Although there was a statistically significant difference in discrimination as measured by ROC curve analysis in favor of the DTM, the clinical meaning of this difference is not clear. A prediction model cannot be both perfectly reliable (i.e. calibrated) and perfectly discriminatory. We used the default parameters of the inner algorithms to configure each predictive model whilst for the DTM, due to the small number of subjects in the training set; we adjusted the minimum support parameter value equal to five.

On the other hand it should be noted that the present study has limitations that need to be taken into account when considering the study and its contributions. Sample size was small and we also used admission GCS, an assessment tool that suffers inherently from the patients' condition (for example by the patients' hemodynamic status as in cardiac trauma patients). This is a known shortcoming of the GCS score but it is a time-proven tool and has been used in a vast array of retrospective studies. With the available data only ICU mortality could be assessed. Although it is hospital mortality that may help to assess societal impact as an outcome of ICU hospitalization, ICU mortality is very useful in studies that assess the relationships of various predictors vis-à-vis outcome, as well as in studies that assess cause and effect relationships[19]. In this study APACHE II was used for trauma patients, a population for which it may not be best-suited. Nevertheless, its use was mandated by its widespread use. SOFA and APACHE II show interdependency, which may give suspect effects particularly in logistic regression. However, the aim of the study was to include all available information (regardless of such interactions) and look for "hidden patterns" in these parameters. The study of the clinical relevance using alternative methods (split method, minimum support etc.) in the tree based model would also be interesting, but it requires a larger clinical database. Finally, this was a retrospective study performed at a single tertiary-care medical center; thus generalization of findings is limited.
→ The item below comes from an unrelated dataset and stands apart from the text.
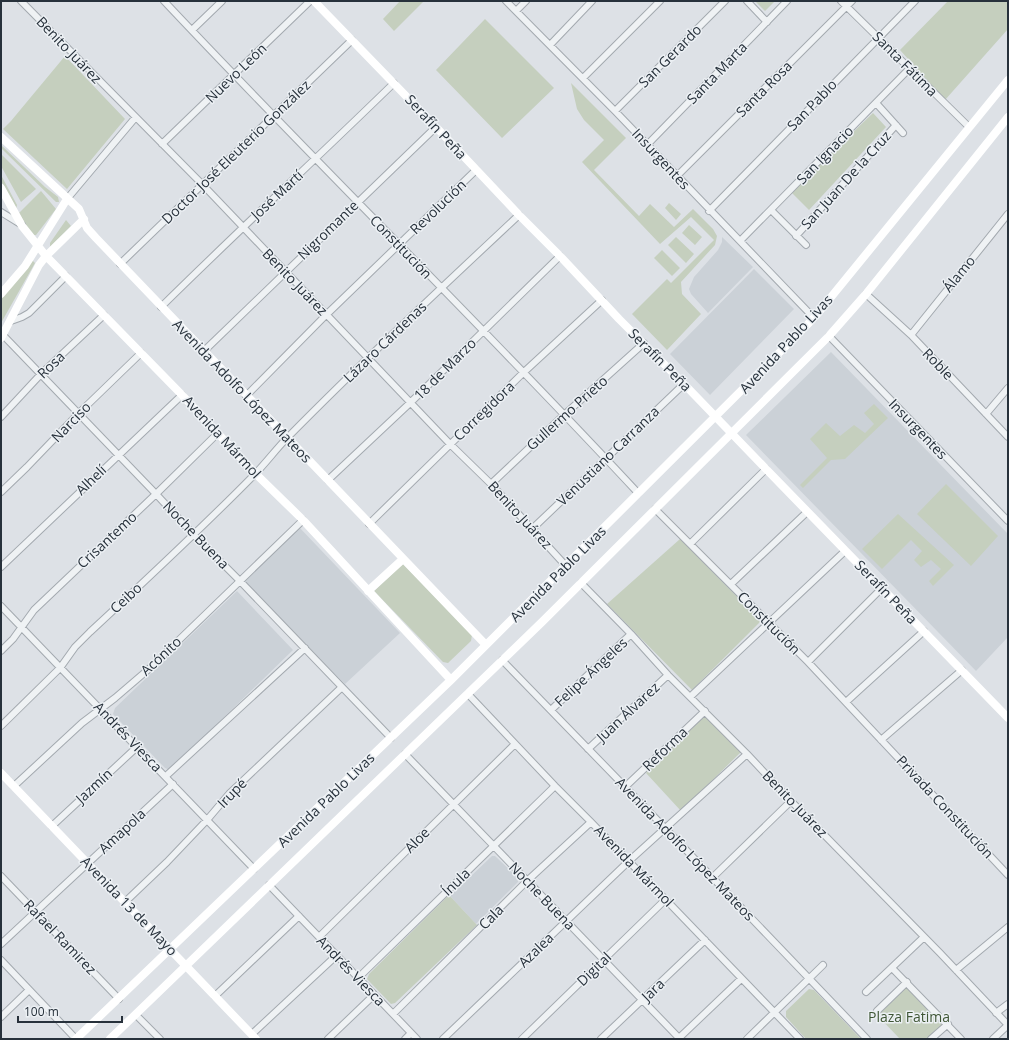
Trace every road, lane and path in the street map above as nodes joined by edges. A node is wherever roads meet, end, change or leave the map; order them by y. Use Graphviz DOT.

We must note that this study is not an additional tool for comparing directly ICU prognostic indicators. This study expands existing works in order to introduce a meta-level predicting approach concerning ICU survival. The approach and the findings should be used to support predicting processes in the future, to further evaluate they usefulness and completeness. They should be reviewed carefully by other research groups, using large data sets to provide essential feedback.


Daily, in ICUs huge amounts of data are collected and reviewed, in routine clinical practice; decision support tools that use such data may be controversial. The predicting processes of ICU survival may go "one step forward", by using classic composite assessment indicators e.g. APACHE II as variables.